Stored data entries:
################
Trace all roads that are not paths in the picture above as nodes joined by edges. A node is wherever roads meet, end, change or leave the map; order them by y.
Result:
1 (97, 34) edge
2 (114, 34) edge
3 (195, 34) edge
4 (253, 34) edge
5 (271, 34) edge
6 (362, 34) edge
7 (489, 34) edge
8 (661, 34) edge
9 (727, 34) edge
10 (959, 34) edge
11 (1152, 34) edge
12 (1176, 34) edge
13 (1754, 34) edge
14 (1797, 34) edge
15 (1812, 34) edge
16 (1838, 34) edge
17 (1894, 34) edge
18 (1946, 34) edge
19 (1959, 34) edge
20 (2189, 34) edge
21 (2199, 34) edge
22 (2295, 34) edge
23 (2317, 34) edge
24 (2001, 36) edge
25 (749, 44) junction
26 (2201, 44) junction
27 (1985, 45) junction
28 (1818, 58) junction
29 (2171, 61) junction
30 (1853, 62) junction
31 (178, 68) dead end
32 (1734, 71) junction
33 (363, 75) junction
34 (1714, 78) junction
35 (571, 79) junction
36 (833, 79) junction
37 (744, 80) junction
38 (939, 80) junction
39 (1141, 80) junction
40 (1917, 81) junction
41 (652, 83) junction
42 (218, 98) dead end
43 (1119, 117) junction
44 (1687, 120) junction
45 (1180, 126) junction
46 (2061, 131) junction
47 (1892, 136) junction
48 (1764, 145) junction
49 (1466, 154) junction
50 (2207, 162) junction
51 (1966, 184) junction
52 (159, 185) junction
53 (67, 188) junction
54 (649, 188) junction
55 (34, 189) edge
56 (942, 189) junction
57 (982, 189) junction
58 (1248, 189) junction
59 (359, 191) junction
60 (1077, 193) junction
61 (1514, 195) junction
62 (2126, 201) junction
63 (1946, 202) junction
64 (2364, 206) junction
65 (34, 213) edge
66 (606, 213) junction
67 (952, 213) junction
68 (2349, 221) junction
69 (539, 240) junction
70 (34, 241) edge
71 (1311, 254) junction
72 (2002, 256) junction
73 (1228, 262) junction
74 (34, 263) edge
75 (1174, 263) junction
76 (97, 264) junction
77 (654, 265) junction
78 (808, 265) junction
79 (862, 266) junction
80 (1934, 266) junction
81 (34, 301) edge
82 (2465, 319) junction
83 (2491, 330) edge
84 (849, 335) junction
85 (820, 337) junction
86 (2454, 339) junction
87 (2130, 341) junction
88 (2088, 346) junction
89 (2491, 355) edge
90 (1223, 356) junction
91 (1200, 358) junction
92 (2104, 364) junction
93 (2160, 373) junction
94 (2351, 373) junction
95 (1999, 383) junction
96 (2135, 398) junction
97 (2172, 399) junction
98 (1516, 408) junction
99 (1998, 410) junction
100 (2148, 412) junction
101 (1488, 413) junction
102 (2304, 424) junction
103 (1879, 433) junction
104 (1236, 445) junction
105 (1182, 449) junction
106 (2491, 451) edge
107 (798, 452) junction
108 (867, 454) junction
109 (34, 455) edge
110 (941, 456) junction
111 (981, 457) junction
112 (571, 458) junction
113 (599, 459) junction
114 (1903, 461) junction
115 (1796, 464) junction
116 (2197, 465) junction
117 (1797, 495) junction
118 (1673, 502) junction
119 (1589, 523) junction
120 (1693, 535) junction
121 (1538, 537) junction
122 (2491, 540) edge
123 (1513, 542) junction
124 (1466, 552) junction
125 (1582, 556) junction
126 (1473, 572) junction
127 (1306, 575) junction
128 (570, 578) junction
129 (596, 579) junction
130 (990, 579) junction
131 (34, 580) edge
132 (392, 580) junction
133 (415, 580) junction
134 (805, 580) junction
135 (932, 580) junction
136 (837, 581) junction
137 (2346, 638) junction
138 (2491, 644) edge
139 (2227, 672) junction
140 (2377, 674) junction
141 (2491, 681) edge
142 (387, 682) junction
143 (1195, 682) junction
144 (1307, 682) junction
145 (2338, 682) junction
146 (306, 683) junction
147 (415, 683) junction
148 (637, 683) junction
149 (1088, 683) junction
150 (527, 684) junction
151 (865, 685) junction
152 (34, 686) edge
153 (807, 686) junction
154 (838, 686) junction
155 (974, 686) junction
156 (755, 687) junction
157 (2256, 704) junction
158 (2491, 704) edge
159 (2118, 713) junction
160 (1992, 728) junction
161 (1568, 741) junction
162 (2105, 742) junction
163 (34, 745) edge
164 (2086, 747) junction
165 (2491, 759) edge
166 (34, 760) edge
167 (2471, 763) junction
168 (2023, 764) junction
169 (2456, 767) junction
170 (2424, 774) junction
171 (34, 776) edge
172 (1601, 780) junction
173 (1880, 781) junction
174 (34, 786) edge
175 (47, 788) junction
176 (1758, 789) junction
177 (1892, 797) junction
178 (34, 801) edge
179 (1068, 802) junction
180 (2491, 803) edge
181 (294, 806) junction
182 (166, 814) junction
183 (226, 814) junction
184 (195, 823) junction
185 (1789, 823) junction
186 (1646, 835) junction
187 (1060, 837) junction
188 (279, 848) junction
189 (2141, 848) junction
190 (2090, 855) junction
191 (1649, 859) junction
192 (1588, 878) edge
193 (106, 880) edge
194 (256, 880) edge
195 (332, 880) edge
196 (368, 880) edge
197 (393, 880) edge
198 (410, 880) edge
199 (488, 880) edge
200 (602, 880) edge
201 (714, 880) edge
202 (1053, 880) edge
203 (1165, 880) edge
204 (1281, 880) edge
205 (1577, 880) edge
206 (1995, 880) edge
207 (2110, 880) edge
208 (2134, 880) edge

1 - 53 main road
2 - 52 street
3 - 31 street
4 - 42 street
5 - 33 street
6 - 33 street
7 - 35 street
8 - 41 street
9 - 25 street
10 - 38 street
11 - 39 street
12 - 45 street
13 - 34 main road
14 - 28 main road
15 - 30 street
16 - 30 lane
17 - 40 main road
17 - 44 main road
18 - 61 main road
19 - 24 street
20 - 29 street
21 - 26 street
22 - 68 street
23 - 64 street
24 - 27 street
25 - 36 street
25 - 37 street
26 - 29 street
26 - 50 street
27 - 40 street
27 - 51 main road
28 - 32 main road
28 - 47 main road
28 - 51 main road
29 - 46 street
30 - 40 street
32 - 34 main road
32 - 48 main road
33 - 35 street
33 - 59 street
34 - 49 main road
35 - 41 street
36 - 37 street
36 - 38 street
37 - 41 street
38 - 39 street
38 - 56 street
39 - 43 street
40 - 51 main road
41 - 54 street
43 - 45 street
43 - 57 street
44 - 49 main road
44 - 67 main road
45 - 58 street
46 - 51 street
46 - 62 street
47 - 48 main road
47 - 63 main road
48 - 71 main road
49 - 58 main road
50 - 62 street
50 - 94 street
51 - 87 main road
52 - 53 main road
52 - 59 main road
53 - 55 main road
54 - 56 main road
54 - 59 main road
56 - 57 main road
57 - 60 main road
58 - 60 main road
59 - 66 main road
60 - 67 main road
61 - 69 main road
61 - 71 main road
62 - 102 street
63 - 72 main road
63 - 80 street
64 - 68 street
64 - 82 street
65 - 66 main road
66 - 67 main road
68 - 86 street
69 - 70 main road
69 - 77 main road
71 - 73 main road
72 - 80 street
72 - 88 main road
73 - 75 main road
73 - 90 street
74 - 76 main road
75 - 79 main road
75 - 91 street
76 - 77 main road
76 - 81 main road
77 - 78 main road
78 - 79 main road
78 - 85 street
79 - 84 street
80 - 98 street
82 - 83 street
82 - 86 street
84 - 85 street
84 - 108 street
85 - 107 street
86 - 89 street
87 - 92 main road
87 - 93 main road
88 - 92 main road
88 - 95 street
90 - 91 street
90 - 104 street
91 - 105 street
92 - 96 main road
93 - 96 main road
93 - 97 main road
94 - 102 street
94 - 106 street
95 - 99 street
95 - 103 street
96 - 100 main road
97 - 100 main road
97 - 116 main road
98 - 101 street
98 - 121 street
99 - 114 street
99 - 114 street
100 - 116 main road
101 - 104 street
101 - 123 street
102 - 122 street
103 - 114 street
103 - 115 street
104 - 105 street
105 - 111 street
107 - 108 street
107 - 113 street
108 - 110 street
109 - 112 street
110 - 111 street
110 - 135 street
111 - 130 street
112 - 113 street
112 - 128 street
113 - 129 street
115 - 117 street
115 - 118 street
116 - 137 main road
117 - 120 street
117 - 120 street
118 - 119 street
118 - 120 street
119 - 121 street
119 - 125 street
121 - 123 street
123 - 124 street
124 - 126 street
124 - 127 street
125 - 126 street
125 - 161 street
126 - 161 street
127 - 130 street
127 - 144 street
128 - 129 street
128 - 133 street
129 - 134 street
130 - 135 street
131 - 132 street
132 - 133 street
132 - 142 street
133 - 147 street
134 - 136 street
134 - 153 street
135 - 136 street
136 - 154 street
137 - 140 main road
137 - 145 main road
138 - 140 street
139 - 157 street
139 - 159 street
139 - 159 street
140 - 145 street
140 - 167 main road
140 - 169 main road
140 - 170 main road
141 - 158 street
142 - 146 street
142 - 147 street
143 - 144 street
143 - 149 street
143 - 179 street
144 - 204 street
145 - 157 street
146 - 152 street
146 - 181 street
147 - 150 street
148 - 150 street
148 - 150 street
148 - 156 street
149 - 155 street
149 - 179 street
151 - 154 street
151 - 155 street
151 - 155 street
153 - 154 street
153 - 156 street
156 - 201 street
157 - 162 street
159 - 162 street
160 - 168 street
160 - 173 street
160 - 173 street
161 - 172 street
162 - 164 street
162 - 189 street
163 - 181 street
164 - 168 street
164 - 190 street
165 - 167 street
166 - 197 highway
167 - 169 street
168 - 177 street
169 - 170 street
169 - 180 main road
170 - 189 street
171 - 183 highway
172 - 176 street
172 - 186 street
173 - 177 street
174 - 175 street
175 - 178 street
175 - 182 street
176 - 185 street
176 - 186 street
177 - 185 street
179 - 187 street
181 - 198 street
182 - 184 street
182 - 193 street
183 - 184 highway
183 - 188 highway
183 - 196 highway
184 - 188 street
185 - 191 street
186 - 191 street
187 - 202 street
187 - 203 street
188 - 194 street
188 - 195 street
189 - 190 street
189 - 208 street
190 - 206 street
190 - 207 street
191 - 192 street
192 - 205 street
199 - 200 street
################
Exercise prompt: In the entries, find every line holding "highway" and copy it.

Output below:
166 - 197 highway
171 - 183 highway
183 - 184 highway
183 - 188 highway
183 - 196 highway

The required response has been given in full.